→ **Task requirements**: Every line in the listing below that holds the word "dead" should be returned.
┌──
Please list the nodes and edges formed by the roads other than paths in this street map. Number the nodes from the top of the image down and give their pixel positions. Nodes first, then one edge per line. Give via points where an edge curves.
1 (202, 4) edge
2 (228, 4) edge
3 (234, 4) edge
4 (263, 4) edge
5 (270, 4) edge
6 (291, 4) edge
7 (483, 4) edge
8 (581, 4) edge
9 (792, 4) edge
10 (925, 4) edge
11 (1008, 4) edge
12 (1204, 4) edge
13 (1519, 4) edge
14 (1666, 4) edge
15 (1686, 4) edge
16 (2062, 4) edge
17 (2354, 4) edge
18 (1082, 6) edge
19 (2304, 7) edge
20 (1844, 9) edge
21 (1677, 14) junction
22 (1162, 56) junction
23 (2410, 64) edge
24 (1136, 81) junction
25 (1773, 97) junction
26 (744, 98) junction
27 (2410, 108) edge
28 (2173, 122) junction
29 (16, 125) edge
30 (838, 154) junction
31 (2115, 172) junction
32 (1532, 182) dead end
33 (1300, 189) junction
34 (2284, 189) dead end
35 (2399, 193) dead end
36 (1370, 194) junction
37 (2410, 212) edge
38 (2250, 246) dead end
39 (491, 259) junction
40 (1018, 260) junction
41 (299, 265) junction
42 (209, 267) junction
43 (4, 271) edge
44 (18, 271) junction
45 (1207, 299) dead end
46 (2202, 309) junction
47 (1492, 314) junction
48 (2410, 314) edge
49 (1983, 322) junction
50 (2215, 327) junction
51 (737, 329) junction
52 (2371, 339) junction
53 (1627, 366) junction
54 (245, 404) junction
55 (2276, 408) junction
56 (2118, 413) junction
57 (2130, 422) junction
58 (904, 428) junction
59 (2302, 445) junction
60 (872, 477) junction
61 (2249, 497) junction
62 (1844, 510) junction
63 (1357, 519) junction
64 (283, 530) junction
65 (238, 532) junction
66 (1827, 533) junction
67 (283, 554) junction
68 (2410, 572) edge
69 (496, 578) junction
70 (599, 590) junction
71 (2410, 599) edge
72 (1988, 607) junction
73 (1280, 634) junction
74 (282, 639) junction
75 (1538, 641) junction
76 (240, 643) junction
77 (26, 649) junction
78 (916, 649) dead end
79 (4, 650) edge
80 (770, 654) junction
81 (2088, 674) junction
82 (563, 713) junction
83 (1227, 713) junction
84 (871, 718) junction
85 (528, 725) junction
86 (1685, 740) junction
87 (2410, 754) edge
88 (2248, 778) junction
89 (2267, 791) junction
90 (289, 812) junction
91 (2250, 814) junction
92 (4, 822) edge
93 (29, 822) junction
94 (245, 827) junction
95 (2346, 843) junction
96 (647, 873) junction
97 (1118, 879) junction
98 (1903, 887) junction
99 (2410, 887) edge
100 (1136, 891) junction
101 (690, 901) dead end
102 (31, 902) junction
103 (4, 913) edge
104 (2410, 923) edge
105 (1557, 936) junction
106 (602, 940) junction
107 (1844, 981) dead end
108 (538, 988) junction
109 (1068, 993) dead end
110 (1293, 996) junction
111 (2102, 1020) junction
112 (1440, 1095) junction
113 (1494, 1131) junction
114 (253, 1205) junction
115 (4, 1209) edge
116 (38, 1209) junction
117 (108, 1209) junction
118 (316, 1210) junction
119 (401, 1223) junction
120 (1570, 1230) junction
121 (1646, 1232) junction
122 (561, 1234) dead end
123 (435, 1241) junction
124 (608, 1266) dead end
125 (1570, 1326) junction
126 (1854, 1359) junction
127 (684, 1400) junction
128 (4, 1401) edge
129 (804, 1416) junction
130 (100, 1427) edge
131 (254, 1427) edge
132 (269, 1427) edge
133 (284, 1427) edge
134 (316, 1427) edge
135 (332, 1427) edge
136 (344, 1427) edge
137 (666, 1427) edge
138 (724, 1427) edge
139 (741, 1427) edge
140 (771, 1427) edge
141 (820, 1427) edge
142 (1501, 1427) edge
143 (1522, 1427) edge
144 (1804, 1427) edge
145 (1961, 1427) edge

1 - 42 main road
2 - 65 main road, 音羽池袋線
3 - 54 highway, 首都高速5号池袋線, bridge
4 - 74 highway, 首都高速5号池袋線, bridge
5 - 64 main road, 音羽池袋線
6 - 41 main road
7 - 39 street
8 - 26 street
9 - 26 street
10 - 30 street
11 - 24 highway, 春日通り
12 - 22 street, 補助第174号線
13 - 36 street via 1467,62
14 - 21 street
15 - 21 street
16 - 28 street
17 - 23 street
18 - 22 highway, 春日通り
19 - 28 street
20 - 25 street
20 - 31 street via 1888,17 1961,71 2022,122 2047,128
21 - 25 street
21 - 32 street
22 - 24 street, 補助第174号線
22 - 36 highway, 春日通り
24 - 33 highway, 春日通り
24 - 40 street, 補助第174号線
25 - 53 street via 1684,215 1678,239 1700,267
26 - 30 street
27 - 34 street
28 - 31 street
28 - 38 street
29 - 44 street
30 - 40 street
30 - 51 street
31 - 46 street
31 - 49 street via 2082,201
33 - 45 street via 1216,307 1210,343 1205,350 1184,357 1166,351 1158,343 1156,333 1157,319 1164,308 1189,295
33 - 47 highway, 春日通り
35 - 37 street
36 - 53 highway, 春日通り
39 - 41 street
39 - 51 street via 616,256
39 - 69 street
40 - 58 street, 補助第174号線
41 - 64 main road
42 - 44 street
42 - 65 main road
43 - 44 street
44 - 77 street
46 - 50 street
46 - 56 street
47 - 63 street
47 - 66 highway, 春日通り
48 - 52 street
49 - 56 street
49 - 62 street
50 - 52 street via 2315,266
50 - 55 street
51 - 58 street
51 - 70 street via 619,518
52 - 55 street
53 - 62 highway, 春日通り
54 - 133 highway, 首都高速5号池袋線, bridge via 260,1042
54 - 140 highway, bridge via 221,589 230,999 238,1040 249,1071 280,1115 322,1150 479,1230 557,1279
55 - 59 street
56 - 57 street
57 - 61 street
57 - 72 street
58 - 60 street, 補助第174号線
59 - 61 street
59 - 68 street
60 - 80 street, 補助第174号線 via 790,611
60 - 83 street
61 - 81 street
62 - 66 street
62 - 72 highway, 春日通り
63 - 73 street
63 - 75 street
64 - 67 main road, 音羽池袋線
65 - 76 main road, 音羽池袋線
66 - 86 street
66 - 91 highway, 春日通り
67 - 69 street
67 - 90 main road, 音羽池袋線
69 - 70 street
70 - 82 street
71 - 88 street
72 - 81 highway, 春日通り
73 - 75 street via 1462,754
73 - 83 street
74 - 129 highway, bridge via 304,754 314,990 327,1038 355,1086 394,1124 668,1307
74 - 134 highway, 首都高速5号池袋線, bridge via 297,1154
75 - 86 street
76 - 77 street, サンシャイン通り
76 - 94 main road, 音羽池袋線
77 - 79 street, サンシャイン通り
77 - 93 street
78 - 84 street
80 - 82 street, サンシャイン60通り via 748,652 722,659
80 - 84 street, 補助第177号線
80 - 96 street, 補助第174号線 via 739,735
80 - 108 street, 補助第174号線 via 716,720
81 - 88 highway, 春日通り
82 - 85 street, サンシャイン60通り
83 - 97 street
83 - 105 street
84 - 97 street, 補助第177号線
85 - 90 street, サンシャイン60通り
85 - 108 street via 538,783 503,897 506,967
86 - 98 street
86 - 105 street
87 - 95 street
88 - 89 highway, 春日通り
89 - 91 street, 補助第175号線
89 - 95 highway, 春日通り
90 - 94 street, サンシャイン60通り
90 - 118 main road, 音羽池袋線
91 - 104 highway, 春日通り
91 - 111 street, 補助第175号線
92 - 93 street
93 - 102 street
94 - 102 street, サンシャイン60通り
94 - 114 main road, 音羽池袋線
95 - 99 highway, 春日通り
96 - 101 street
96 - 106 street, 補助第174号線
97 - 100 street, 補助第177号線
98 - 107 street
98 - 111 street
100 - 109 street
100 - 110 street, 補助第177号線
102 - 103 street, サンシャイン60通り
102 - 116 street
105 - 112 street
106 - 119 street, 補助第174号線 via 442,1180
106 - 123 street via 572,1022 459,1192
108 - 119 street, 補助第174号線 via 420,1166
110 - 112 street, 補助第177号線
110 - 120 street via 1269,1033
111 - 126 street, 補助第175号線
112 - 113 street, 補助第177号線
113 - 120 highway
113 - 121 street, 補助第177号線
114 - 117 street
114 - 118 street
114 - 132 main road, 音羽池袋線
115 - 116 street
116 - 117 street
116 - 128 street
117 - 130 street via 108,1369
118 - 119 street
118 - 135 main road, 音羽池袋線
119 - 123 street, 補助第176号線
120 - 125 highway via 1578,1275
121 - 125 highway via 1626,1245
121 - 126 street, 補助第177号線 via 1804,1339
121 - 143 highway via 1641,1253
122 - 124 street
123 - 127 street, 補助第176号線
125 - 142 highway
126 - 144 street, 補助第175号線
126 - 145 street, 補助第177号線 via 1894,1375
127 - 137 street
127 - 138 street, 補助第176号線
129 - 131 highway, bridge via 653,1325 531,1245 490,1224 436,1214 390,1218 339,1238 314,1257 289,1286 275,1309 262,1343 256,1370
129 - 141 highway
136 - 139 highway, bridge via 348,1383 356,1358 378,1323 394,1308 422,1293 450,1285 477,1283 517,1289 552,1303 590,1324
└──
→ **Reply**:
32 (1532, 182) dead end
34 (2284, 189) dead end
35 (2399, 193) dead end
38 (2250, 246) dead end
45 (1207, 299) dead end
78 (916, 649) dead end
101 (690, 901) dead end
107 (1844, 981) dead end
109 (1068, 993) dead end
122 (561, 1234) dead end
124 (608, 1266) dead end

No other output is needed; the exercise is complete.